## TASK TO COMPLETE
Print all of the data exactly, with no line missing.

## EXERCISE INPUTS

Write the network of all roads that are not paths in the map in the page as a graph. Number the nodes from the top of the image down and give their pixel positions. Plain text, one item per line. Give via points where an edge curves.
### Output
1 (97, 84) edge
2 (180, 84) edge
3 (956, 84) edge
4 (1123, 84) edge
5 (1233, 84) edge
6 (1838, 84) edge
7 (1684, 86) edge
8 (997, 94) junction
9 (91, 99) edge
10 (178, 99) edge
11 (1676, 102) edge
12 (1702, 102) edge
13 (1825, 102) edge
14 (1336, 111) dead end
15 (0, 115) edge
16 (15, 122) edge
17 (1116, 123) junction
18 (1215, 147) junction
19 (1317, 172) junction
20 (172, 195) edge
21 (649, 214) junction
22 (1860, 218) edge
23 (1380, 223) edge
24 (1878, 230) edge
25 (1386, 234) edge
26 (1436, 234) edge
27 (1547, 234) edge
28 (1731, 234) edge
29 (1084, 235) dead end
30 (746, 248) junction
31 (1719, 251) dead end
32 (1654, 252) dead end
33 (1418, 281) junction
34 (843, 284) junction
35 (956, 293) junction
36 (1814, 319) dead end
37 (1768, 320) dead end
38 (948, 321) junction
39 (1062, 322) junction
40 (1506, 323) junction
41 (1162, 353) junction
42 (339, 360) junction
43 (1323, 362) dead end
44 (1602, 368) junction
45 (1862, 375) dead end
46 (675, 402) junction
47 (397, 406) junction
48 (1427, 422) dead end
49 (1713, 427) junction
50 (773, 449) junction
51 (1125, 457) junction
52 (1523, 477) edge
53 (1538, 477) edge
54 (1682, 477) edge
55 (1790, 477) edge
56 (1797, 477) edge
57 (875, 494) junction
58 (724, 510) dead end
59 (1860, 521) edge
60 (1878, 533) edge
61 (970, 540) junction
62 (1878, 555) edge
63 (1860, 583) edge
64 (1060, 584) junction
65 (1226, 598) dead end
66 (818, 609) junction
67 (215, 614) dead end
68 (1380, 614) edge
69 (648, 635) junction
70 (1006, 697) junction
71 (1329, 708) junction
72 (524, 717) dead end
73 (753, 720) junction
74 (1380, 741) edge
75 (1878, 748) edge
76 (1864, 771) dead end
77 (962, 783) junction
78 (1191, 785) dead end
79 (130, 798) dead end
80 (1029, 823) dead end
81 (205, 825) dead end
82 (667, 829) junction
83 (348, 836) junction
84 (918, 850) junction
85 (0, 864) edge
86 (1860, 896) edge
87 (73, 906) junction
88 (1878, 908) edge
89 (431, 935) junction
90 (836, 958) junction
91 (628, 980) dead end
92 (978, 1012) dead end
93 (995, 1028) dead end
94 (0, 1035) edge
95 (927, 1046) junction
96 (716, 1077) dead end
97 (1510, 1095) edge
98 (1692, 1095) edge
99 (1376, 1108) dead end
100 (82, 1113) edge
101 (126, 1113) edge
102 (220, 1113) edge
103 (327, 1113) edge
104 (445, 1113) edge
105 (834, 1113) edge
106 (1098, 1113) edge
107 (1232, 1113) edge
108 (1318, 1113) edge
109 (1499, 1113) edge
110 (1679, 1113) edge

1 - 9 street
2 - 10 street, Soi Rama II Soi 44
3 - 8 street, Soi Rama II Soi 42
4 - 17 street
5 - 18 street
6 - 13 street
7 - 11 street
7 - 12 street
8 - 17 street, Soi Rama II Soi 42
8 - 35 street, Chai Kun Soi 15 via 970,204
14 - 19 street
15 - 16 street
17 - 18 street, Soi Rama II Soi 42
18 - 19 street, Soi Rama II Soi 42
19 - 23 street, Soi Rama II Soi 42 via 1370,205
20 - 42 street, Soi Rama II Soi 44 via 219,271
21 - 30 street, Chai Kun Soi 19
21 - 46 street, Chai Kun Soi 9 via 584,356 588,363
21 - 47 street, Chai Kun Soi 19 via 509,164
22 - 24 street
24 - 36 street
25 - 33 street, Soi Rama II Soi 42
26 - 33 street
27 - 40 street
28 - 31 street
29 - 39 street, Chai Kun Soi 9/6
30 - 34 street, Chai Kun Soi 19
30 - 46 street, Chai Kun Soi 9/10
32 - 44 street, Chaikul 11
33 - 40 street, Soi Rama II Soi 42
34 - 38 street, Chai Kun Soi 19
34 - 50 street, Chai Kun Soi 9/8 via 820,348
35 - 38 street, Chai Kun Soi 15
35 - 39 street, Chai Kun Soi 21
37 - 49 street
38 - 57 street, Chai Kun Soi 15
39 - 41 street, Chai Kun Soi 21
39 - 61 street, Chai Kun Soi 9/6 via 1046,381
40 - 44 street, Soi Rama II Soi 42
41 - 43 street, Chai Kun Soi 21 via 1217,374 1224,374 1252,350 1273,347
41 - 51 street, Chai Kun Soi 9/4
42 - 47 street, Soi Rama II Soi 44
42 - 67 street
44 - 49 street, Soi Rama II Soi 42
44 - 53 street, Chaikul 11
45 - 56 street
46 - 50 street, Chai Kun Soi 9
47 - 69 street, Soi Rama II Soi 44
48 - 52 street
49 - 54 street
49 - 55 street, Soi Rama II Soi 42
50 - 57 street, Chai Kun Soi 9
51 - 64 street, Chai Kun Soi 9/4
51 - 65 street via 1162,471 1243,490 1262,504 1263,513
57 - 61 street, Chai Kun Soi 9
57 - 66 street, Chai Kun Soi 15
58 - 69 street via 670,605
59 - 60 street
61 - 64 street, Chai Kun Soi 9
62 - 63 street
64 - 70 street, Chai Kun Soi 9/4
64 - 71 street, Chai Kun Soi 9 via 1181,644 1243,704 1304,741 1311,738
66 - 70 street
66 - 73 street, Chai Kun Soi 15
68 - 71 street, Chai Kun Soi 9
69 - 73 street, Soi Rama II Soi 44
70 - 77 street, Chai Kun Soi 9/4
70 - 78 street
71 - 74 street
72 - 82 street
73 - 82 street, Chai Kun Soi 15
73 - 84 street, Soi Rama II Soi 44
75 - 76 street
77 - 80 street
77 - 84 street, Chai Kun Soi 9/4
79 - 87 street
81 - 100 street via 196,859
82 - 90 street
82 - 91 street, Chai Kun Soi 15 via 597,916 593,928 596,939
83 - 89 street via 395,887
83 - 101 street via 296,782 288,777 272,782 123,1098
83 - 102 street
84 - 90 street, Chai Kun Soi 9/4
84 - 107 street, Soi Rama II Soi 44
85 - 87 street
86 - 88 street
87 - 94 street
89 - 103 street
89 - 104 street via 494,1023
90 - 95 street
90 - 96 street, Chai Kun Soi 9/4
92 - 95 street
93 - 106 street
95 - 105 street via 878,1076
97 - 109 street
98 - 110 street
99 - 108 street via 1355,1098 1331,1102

## TASK SOLUTION
Write the network of all roads that are not paths in the map in the page as a graph. Number the nodes from the top of the image down and give their pixel positions. Plain text, one item per line. Give via points where an edge curves.
### Output
1 (97, 84) edge
2 (180, 84) edge
3 (956, 84) edge
4 (1123, 84) edge
5 (1233, 84) edge
6 (1838, 84) edge
7 (1684, 86) edge
8 (997, 94) junction
9 (91, 99) edge
10 (178, 99) edge
11 (1676, 102) edge
12 (1702, 102) edge
13 (1825, 102) edge
14 (1336, 111) dead end
15 (0, 115) edge
16 (15, 122) edge
17 (1116, 123) junction
18 (1215, 147) junction
19 (1317, 172) junction
20 (172, 195) edge
21 (649, 214) junction
22 (1860, 218) edge
23 (1380, 223) edge
24 (1878, 230) edge
25 (1386, 234) edge
26 (1436, 234) edge
27 (1547, 234) edge
28 (1731, 234) edge
29 (1084, 235) dead end
30 (746, 248) junction
31 (1719, 251) dead end
32 (1654, 252) dead end
33 (1418, 281) junction
34 (843, 284) junction
35 (956, 293) junction
36 (1814, 319) dead end
37 (1768, 320) dead end
38 (948, 321) junction
39 (1062, 322) junction
40 (1506, 323) junction
41 (1162, 353) junction
42 (339, 360) junction
43 (1323, 362) dead end
44 (1602, 368) junction
45 (1862, 375) dead end
46 (675, 402) junction
47 (397, 406) junction
48 (1427, 422) dead end
49 (1713, 427) junction
50 (773, 449) junction
51 (1125, 457) junction
52 (1523, 477) edge
53 (1538, 477) edge
54 (1682, 477) edge
55 (1790, 477) edge
56 (1797, 477) edge
57 (875, 494) junction
58 (724, 510) dead end
59 (1860, 521) edge
60 (1878, 533) edge
61 (970, 540) junction
62 (1878, 555) edge
63 (1860, 583) edge
64 (1060, 584) junction
65 (1226, 598) dead end
66 (818, 609) junction
67 (215, 614) dead end
68 (1380, 614) edge
69 (648, 635) junction
70 (1006, 697) junction
71 (1329, 708) junction
72 (524, 717) dead end
73 (753, 720) junction
74 (1380, 741) edge
75 (1878, 748) edge
76 (1864, 771) dead end
77 (962, 783) junction
78 (1191, 785) dead end
79 (130, 798) dead end
80 (1029, 823) dead end
81 (205, 825) dead end
82 (667, 829) junction
83 (348, 836) junction
84 (918, 850) junction
85 (0, 864) edge
86 (1860, 896) edge
87 (73, 906) junction
88 (1878, 908) edge
89 (431, 935) junction
90 (836, 958) junction
91 (628, 980) dead end
92 (978, 1012) dead end
93 (995, 1028) dead end
94 (0, 1035) edge
95 (927, 1046) junction
96 (716, 1077) dead end
97 (1510, 1095) edge
98 (1692, 1095) edge
99 (1376, 1108) dead end
100 (82, 1113) edge
101 (126, 1113) edge
102 (220, 1113) edge
103 (327, 1113) edge
104 (445, 1113) edge
105 (834, 1113) edge
106 (1098, 1113) edge
107 (1232, 1113) edge
108 (1318, 1113) edge
109 (1499, 1113) edge
110 (1679, 1113) edge

1 - 9 street
2 - 10 street, Soi Rama II Soi 44
3 - 8 street, Soi Rama II Soi 42
4 - 17 street
5 - 18 street
6 - 13 street
7 - 11 street
7 - 12 street
8 - 17 street, Soi Rama II Soi 42
8 - 35 street, Chai Kun Soi 15 via 970,204
14 - 19 street
15 - 16 street
17 - 18 street, Soi Rama II Soi 42
18 - 19 street, Soi Rama II Soi 42
19 - 23 street, Soi Rama II Soi 42 via 1370,205
20 - 42 street, Soi Rama II Soi 44 via 219,271
21 - 30 street, Chai Kun Soi 19
21 - 46 street, Chai Kun Soi 9 via 584,356 588,363
21 - 47 street, Chai Kun Soi 19 via 509,164
22 - 24 street
24 - 36 street
25 - 33 street, Soi Rama II Soi 42
26 - 33 street
27 - 40 street
28 - 31 street
29 - 39 street, Chai Kun Soi 9/6
30 - 34 street, Chai Kun Soi 19
30 - 46 street, Chai Kun Soi 9/10
32 - 44 street, Chaikul 11
33 - 40 street, Soi Rama II Soi 42
34 - 38 street, Chai Kun Soi 19
34 - 50 street, Chai Kun Soi 9/8 via 820,348
35 - 38 street, Chai Kun Soi 15
35 - 39 street, Chai Kun Soi 21
37 - 49 street
38 - 57 street, Chai Kun Soi 15
39 - 41 street, Chai Kun Soi 21
39 - 61 street, Chai Kun Soi 9/6 via 1046,381
40 - 44 street, Soi Rama II Soi 42
41 - 43 street, Chai Kun Soi 21 via 1217,374 1224,374 1252,350 1273,347
41 - 51 street, Chai Kun Soi 9/4
42 - 47 street, Soi Rama II Soi 44
42 - 67 street
44 - 49 street, Soi Rama II Soi 42
44 - 53 street, Chaikul 11
45 - 56 street
46 - 50 street, Chai Kun Soi 9
47 - 69 street, Soi Rama II Soi 44
48 - 52 street
49 - 54 street
49 - 55 street, Soi Rama II Soi 42
50 - 57 street, Chai Kun Soi 9
51 - 64 street, Chai Kun Soi 9/4
51 - 65 street via 1162,471 1243,490 1262,504 1263,513
57 - 61 street, Chai Kun Soi 9
57 - 66 street, Chai Kun Soi 15
58 - 69 street via 670,605
59 - 60 street
61 - 64 street, Chai Kun Soi 9
62 - 63 street
64 - 70 street, Chai Kun Soi 9/4
64 - 71 street, Chai Kun Soi 9 via 1181,644 1243,704 1304,741 1311,738
66 - 70 street
66 - 73 street, Chai Kun Soi 15
68 - 71 street, Chai Kun Soi 9
69 - 73 street, Soi Rama II Soi 44
70 - 77 street, Chai Kun Soi 9/4
70 - 78 street
71 - 74 street
72 - 82 street
73 - 82 street, Chai Kun Soi 15
73 - 84 street, Soi Rama II Soi 44
75 - 76 street
77 - 80 street
77 - 84 street, Chai Kun Soi 9/4
79 - 87 street
81 - 100 street via 196,859
82 - 90 street
82 - 91 street, Chai Kun Soi 15 via 597,916 593,928 596,939
83 - 89 street via 395,887
83 - 101 street via 296,782 288,777 272,782 123,1098
83 - 102 street
84 - 90 street, Chai Kun Soi 9/4
84 - 107 street, Soi Rama II Soi 44
85 - 87 street
86 - 88 street
87 - 94 street
89 - 103 street
89 - 104 street via 494,1023
90 - 95 street
90 - 96 street, Chai Kun Soi 9/4
92 - 95 street
93 - 106 street
95 - 105 street via 878,1076
97 - 109 street
98 - 110 street
99 - 108 street via 1355,1098 1331,1102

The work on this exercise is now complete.